= Watsonville (play) =

1996 play by Cherríe Moraga

Watsonville: Some Place Not Here is a three-act 1996 play by Cherríe Moraga. It depicts a cannery strike in Watsonville, California. Watsonville and the 1995 play Circle in the Dirt were published together in a single book by the West End Press. It is the sequel to the 1994 play Heroes and Saints. The play was a project of Stanford University.

Pareles wrote that Watsonville criticizes anti-immigration policies in California and Mexican-Americans perceived to have sold out to Anglo culture, or vendidos, who believe such policies should be compromised with.
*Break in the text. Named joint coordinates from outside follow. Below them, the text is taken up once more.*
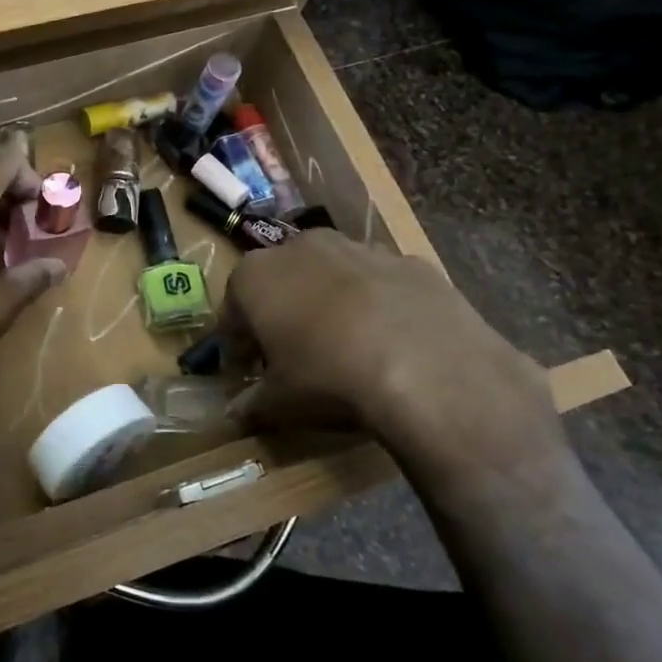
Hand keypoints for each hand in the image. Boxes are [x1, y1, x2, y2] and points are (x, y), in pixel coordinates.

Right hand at [222, 231, 564, 486]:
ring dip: (328, 304)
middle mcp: (300, 248)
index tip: (245, 373)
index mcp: (255, 276)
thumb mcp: (279, 402)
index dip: (236, 347)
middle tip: (291, 358)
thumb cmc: (329, 378)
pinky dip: (377, 305)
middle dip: (281, 316)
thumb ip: (251, 404)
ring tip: (344, 349)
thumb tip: (235, 414)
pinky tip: (391, 342)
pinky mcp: (409, 261)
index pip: (231, 314)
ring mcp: (358, 248)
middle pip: (280, 284)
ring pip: (330, 277)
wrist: (429, 369)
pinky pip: (380, 284)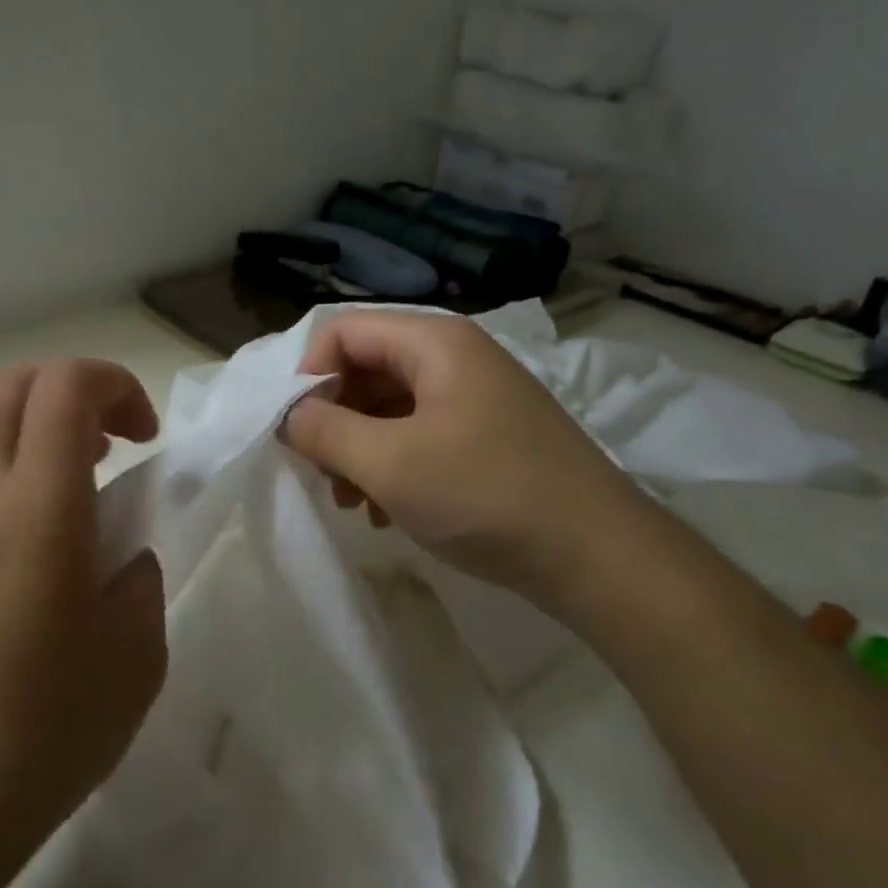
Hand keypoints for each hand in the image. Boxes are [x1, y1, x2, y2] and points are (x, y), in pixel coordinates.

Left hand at [0, 359, 165, 887]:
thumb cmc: (41, 738)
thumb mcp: (135, 658)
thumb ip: (138, 581)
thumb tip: (119, 557)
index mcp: (37, 514)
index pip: (65, 388)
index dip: (116, 384)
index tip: (146, 437)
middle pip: (11, 384)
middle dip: (73, 389)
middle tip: (114, 442)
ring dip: (34, 422)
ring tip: (76, 478)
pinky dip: (4, 463)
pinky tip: (32, 535)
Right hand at [281, 311, 632, 607]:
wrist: (598, 556)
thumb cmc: (486, 496)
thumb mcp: (390, 463)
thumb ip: (324, 431)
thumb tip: (289, 414)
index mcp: (434, 342)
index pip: (343, 331)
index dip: (308, 375)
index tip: (296, 431)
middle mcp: (456, 356)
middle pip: (367, 367)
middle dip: (334, 419)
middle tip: (322, 474)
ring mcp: (476, 396)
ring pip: (391, 406)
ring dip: (360, 449)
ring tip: (352, 503)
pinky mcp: (489, 434)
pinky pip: (421, 433)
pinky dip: (394, 465)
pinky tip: (387, 512)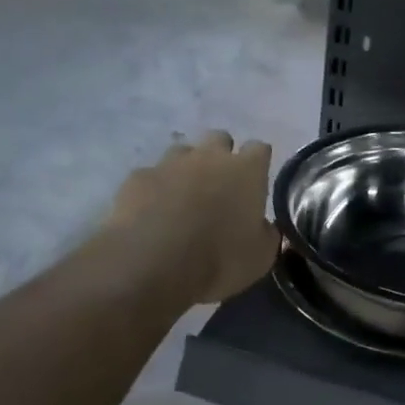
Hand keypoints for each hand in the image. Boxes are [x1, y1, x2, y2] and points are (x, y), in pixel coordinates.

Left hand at [99, 131, 278, 304]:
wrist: (150, 265)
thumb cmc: (218, 260)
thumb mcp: (260, 257)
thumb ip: (267, 233)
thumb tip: (265, 226)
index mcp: (246, 171)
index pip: (260, 149)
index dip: (258, 164)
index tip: (255, 182)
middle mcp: (209, 157)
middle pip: (219, 138)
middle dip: (221, 156)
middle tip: (219, 186)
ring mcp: (170, 163)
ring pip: (182, 151)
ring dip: (186, 168)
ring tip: (183, 197)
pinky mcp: (137, 178)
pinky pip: (151, 175)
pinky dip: (154, 188)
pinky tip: (151, 212)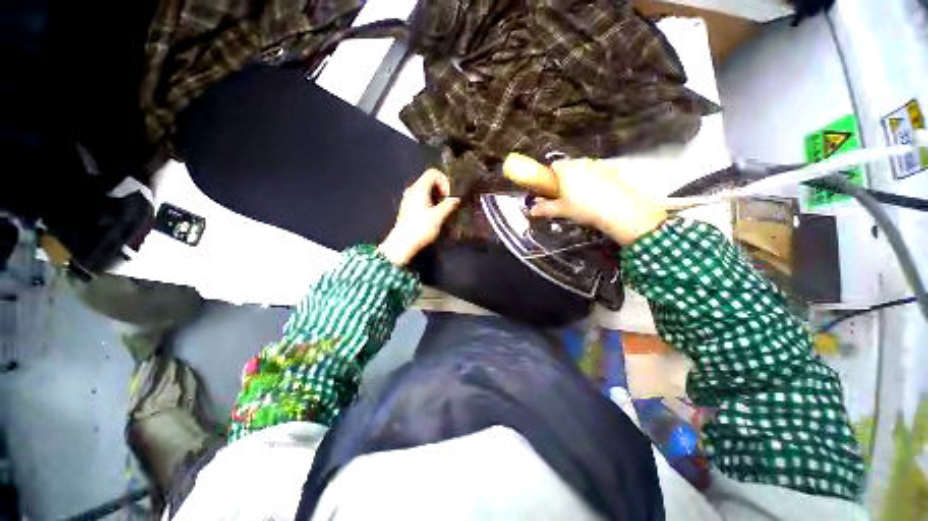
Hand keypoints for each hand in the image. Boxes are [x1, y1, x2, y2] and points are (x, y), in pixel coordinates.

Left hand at [378, 169, 459, 265]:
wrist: (402, 244)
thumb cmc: (421, 228)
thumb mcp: (439, 216)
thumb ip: (449, 205)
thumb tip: (458, 198)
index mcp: (419, 188)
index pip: (433, 173)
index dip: (445, 181)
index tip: (449, 195)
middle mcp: (412, 190)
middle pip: (430, 180)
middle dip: (442, 190)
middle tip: (449, 203)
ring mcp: (409, 199)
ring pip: (426, 191)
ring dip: (437, 198)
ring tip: (443, 211)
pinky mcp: (408, 208)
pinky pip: (422, 199)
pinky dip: (431, 203)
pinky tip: (434, 216)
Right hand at [527, 157, 667, 245]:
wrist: (620, 210)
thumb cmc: (585, 208)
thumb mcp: (562, 210)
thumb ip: (545, 208)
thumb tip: (532, 210)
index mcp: (566, 169)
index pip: (553, 166)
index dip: (549, 177)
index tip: (550, 190)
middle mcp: (582, 162)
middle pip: (568, 166)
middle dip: (565, 179)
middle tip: (565, 197)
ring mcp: (598, 164)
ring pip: (583, 169)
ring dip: (580, 179)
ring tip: (582, 198)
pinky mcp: (612, 170)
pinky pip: (597, 172)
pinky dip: (594, 180)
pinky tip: (597, 196)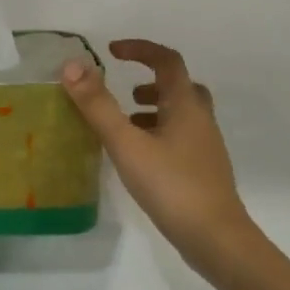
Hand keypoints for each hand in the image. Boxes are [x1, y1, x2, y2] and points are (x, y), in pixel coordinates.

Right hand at [61, 39, 261, 264]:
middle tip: (124, 92)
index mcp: (186, 105)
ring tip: (124, 124)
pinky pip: (180, 138)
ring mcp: (205, 147)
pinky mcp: (203, 171)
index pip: (167, 61)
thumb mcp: (126, 143)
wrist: (216, 239)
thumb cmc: (171, 185)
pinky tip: (138, 157)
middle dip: (150, 81)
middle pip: (180, 86)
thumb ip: (98, 105)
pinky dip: (158, 133)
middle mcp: (200, 120)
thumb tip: (72, 66)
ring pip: (181, 114)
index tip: (112, 51)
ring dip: (153, 109)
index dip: (140, 49)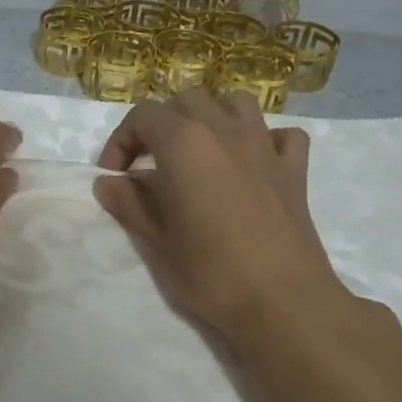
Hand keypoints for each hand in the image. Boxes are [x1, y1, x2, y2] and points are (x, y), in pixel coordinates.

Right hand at [92, 88, 357, 349]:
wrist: (281, 301)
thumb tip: (107, 182)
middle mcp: (225, 131)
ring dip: (212, 117)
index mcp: (184, 144)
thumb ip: (128, 203)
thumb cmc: (210, 272)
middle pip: (187, 100)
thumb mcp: (155, 242)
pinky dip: (264, 140)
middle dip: (163, 123)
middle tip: (151, 164)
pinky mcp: (295, 170)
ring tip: (200, 151)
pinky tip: (252, 164)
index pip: (143, 115)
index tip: (114, 175)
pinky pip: (282, 135)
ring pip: (236, 103)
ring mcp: (265, 146)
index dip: (121, 140)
Ruben Mendoza of Confluencia: Revista Hispanica de Cultura y Literatura wrote that the play uses a communal third place (also known as a third space) to criticize "capitalist spatial practice". In addition the play also discusses the labor movement's gender and immigrant rights situation.

Moraga stated that the play is based "loosely on three actual events that took place in a central California coastal farmworker town by the same name." These events were a 1985–1987 cannery strike, a 1989 7.1 Richter scale earthquake, and a vision of the Lady of Guadalupe in the Pinto Lake County park. Lisa B. Thompson of the Theatre Journal wrote that there is "drama with vibrant dialogue and compelling, diverse characters" because Moraga did not use the words of those she interviewed for research purposes verbatim and instead "the voices Moraga listened to while researching the plays merge with her own."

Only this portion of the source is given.